◆ YOUR ASSIGNMENT: Please reproduce the entire listing, character for character.

◆ MATERIAL TO PROCESS:

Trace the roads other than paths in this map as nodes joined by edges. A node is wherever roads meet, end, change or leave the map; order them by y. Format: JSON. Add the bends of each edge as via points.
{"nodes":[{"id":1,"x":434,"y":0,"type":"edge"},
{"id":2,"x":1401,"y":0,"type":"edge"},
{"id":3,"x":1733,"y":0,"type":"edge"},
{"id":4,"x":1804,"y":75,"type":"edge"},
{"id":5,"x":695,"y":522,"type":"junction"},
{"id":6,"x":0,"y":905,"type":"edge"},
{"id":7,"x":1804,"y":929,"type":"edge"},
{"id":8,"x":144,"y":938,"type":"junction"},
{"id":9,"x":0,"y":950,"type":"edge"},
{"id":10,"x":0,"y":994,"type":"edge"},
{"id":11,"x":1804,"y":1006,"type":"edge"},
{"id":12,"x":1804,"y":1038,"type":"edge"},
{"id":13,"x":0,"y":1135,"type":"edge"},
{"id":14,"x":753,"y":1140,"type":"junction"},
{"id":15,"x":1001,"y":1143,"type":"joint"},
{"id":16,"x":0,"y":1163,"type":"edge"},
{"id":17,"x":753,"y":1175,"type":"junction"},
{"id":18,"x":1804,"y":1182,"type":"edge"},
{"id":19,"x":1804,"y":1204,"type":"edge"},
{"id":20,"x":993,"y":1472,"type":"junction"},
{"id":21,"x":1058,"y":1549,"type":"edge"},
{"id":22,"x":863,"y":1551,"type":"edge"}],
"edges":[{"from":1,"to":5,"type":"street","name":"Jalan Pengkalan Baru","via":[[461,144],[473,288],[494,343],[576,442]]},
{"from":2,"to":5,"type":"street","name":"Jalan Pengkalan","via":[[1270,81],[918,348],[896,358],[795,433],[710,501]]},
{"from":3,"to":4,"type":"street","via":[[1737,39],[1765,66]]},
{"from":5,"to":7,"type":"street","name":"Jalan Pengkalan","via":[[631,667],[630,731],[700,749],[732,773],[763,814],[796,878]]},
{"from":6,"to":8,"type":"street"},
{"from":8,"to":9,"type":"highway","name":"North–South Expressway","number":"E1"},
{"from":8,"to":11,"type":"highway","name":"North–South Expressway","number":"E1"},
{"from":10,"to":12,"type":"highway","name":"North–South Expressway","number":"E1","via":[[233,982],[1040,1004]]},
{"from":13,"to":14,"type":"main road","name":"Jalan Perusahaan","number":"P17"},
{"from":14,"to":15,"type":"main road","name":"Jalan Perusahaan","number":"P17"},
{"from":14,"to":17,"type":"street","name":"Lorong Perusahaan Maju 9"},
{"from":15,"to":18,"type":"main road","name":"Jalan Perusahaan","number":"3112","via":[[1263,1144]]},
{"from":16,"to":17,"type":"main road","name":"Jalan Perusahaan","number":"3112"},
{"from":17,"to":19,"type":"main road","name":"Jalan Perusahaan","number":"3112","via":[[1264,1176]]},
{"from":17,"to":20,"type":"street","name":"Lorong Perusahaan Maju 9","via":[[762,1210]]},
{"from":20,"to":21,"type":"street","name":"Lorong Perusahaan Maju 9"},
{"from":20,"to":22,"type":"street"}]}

◆ RESULT FOR THIS TASK:
Trace the roads other than paths in this map as nodes joined by edges. A node is wherever roads meet, end, change or leave the map; order them by y. Format: JSON. Add the bends of each edge as via points.
{"nodes":[{"id":1,"x":434,"y":0,"type":"edge"},
{"id":2,"x":1401,"y":0,"type":"edge"},
{"id":3,"x":1733,"y":0,"type":"edge"},
{"id":4,"x":1804,"y":75,"type":"edge"},
{"id":5,"x":695,"y":522,"type":"junction"},
{"id":6,"x":0,"y":905,"type":"edge"},
{"id":7,"x":1804,"y":929,"type":"edge"},
{"id":8,"x":144,"y":938,"type":"junction"},
{"id":9,"x":0,"y":950,"type":"edge"},
{"id":10,"x":0,"y":994,"type":"edge"},
{"id":11,"x":1804,"y":1006,"type":"edge"},
{"id":12,"x":1804,"y":1038,"type":"edge"},
{"id":13,"x":0,"y":1135,"type":"edge"},
{"id":14,"x":753,"y":1140,"type":"junction"},
{"id":15,"x":1001,"y":1143,"type":"joint"},
{"id":16,"x":0,"y":1163,"type":"edge"},
{"id":17,"x":753,"y":1175,"type":"junction"},
{"id":18,"x":1804,"y":1182,"type":"edge"},
{"id":19,"x":1804,"y":1204,"type":"edge"},
{"id":20,"x":993,"y":1472,"type":"junction"},
{"id":21,"x":1058,"y":1549,"type":"edge"},
{"id":22,"x":863,"y":1551,"type":"edge"}],
"edges":[{"from":1,"to":5,"type":"street","name":"Jalan Pengkalan Baru","via":[[461,144],[473,288],[494,343],[576,442]]},
{"from":2,"to":5,"type":"street","name":"Jalan Pengkalan","via":[[1270,81],[918,348],[896,358],[795,433],[710,501]]},
{"from":3,"to":4,"type":"street","via":[[1737,39],[1765,66]]},
{"from":5,"to":7,"type":"street","name":"Jalan Pengkalan","via":[[631,667],[630,731],[700,749],[732,773],[763,814],[796,878]]},
{"from":6,"to":8,"type":"street"},
{"from":8,"to":9,"type":"highway","name":"North–South Expressway","number":"E1"},
{"from":8,"to":11,"type":"highway","name":"North–South Expressway","number":"E1"},
{"from":10,"to":12,"type":"highway","name":"North–South Expressway","number":"E1","via":[[233,982],[1040,1004]]},
{"from":13,"to":14,"type":"main road","name":"Jalan Perusahaan","number":"P17"},
{"from":14,"to":15,"type":"main road","name":"Jalan Perusahaan","number":"P17"},
{"from":14,"to":17,"type":"street","name":"Lorong Perusahaan Maju 9"},
{"from":15,"to":18,"type":"main road","name":"Jalan Perusahaan","number":"3112","via":[[1263,1144]]},
{"from":16,"to":17,"type":"main road","name":"Jalan Perusahaan","number":"3112"},
{"from":17,"to":19,"type":"main road","name":"Jalan Perusahaan","number":"3112","via":[[1264,1176]]},
{"from":17,"to":20,"type":"street","name":"Lorong Perusahaan Maju 9","via":[[762,1210]]},
{"from":20,"to":21,"type":"street","name":"Lorong Perusahaan Maju 9"},
{"from":20,"to":22,"type":"street"}]}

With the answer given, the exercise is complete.